*The problem*
Report every line of the records below that includes the string "Абая".
- - - -
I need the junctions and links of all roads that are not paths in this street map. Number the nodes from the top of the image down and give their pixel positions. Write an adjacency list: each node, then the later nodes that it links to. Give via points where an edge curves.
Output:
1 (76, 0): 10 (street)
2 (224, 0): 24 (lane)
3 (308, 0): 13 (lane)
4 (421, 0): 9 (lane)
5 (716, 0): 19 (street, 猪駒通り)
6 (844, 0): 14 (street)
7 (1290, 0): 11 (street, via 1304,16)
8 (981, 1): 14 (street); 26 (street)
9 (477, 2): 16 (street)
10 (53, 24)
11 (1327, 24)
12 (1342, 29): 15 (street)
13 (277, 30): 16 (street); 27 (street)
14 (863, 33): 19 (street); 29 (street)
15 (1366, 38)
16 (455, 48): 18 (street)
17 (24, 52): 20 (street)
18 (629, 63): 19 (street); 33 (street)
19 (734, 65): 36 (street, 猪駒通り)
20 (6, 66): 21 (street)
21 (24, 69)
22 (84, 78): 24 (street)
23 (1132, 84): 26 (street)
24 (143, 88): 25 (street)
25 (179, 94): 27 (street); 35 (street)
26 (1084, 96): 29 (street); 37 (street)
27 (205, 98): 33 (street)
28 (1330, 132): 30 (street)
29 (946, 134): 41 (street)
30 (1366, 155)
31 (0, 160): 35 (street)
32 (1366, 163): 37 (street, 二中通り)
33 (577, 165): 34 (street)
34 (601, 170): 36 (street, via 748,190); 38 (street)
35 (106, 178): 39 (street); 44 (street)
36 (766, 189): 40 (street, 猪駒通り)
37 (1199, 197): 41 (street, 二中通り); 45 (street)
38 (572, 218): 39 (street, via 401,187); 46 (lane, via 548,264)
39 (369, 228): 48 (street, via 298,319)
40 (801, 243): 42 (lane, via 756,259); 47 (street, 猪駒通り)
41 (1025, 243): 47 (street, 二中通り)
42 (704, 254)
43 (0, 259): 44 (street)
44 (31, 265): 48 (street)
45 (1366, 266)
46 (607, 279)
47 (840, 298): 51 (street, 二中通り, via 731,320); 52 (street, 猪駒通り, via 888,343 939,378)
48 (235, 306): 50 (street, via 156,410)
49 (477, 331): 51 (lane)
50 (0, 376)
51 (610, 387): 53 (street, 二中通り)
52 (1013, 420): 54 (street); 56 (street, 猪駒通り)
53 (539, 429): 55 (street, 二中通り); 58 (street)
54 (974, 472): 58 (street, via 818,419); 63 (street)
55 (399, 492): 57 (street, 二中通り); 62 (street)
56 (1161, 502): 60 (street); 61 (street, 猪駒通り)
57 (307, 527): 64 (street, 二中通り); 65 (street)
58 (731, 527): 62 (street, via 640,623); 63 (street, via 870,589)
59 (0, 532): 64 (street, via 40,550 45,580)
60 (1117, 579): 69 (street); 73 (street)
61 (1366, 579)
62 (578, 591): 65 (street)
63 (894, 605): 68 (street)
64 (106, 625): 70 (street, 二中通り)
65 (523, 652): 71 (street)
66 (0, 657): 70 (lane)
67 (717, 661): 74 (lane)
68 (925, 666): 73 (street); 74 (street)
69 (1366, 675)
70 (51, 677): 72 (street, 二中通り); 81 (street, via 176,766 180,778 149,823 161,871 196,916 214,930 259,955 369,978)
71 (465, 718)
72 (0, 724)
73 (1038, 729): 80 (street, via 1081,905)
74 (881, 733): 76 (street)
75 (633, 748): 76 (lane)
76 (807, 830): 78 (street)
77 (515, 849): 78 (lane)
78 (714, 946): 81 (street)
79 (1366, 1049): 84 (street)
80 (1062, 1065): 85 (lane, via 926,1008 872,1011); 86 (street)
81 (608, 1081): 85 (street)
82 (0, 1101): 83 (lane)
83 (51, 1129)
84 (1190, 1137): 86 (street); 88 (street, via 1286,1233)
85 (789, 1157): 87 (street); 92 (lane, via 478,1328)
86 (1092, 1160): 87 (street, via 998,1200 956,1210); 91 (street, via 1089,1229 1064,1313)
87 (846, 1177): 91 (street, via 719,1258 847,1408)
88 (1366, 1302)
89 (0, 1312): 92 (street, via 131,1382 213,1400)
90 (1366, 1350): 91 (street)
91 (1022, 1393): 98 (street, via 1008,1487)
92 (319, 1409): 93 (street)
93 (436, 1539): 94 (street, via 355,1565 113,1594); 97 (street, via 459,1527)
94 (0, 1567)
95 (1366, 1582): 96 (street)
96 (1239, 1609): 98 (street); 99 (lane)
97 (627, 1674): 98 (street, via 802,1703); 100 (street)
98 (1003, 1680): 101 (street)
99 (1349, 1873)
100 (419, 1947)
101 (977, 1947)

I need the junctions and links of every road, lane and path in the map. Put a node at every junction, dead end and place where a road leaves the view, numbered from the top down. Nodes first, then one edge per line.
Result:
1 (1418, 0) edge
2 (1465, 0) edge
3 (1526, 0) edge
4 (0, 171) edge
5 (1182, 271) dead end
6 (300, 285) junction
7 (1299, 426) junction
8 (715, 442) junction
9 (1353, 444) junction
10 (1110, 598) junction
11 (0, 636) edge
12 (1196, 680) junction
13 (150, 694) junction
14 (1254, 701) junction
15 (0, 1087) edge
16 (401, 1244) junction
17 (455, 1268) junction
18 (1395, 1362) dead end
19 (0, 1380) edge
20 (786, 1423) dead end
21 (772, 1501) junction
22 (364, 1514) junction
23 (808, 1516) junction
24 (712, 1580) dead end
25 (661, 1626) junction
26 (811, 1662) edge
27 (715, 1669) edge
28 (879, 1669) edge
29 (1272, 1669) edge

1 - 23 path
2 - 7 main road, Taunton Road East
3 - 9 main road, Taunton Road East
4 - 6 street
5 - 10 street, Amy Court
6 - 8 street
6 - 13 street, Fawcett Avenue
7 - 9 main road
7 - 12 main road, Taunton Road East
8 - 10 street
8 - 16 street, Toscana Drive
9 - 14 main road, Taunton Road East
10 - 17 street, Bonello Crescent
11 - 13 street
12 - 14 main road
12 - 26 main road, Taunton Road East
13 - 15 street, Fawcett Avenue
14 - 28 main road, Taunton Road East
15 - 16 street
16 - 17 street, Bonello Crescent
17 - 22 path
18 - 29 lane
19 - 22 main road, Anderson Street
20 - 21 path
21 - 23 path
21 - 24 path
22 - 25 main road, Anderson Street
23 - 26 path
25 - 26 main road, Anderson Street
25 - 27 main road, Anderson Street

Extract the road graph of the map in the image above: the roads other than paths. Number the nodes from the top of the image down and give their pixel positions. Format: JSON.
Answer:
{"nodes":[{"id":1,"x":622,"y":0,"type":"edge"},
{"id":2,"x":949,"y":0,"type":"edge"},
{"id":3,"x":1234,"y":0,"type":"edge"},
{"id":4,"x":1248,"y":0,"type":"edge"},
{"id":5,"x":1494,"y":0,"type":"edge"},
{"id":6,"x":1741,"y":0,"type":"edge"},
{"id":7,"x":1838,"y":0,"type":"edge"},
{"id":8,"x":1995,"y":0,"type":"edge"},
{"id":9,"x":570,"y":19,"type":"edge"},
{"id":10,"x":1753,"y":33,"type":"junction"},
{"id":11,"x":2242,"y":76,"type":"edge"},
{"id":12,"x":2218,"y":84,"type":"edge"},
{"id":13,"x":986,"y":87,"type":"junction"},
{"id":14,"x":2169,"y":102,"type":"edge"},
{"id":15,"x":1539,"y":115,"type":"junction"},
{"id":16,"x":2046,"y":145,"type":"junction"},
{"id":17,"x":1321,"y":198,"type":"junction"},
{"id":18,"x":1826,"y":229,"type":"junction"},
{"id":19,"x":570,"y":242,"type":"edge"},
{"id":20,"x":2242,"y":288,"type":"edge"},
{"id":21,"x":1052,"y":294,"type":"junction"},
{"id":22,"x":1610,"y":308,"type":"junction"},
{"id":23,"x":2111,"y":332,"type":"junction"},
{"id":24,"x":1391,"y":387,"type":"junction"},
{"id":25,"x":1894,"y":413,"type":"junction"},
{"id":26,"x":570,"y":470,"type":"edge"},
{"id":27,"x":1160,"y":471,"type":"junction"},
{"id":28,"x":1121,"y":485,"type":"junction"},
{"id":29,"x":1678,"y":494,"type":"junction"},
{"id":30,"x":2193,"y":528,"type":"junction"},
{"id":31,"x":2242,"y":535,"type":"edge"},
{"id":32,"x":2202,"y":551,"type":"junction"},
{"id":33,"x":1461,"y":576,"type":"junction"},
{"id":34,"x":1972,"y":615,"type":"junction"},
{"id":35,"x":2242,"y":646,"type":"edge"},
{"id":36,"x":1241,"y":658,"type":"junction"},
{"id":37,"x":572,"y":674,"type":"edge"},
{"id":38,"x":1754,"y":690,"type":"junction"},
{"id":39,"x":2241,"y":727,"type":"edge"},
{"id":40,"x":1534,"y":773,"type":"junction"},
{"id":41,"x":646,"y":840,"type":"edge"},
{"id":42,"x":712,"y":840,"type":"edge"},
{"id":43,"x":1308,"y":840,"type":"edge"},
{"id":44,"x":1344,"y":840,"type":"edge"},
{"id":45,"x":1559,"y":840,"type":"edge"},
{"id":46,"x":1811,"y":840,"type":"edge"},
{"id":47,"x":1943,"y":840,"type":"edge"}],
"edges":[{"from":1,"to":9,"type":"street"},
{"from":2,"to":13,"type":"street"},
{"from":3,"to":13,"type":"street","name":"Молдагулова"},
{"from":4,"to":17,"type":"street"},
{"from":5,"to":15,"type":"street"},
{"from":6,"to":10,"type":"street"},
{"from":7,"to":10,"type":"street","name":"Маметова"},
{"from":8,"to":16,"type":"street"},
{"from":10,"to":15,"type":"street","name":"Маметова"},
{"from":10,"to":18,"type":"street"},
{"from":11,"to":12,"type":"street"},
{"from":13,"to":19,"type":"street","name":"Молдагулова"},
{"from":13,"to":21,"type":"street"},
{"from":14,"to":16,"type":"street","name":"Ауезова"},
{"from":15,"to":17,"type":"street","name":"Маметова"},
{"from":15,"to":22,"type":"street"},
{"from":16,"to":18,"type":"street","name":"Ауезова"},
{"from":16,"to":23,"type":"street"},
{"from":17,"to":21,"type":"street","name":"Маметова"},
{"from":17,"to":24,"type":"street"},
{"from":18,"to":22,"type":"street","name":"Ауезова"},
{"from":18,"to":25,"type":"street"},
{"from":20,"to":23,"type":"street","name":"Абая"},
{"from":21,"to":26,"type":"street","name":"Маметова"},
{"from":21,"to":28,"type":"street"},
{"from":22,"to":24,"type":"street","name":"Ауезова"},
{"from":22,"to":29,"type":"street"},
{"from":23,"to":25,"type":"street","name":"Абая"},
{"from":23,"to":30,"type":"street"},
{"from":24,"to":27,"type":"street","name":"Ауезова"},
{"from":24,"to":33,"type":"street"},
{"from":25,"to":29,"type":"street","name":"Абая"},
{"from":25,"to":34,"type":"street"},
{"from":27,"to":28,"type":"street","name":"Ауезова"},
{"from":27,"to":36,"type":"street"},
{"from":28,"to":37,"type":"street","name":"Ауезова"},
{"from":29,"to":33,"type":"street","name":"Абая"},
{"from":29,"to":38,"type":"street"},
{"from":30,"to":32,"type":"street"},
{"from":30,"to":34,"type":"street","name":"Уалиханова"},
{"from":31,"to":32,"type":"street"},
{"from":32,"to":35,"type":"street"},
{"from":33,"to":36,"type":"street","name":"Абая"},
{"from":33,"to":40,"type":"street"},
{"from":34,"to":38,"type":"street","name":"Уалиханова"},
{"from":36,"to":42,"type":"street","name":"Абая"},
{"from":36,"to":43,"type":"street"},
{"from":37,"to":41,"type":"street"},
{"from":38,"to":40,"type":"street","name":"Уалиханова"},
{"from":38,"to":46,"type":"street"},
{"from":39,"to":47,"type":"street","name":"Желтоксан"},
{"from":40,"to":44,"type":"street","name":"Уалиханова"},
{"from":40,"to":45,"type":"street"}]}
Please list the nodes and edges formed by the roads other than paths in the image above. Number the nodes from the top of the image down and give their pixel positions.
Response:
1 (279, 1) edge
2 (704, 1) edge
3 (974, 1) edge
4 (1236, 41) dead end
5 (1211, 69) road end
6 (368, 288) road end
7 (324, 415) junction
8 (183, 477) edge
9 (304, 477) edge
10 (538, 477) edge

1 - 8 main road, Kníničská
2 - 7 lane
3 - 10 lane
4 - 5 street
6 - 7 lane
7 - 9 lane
- - - -
*Response to this task*
{"from":20,"to":23,"type":"street","name":"Абая"},
{"from":23,"to":25,"type":"street","name":"Абая"},
{"from":25,"to":29,"type":"street","name":"Абая"},
{"from":29,"to":33,"type":"street","name":"Абая"},
{"from":33,"to":36,"type":"street","name":"Абая"},
{"from":36,"to":42,"type":"street","name":"Абая"},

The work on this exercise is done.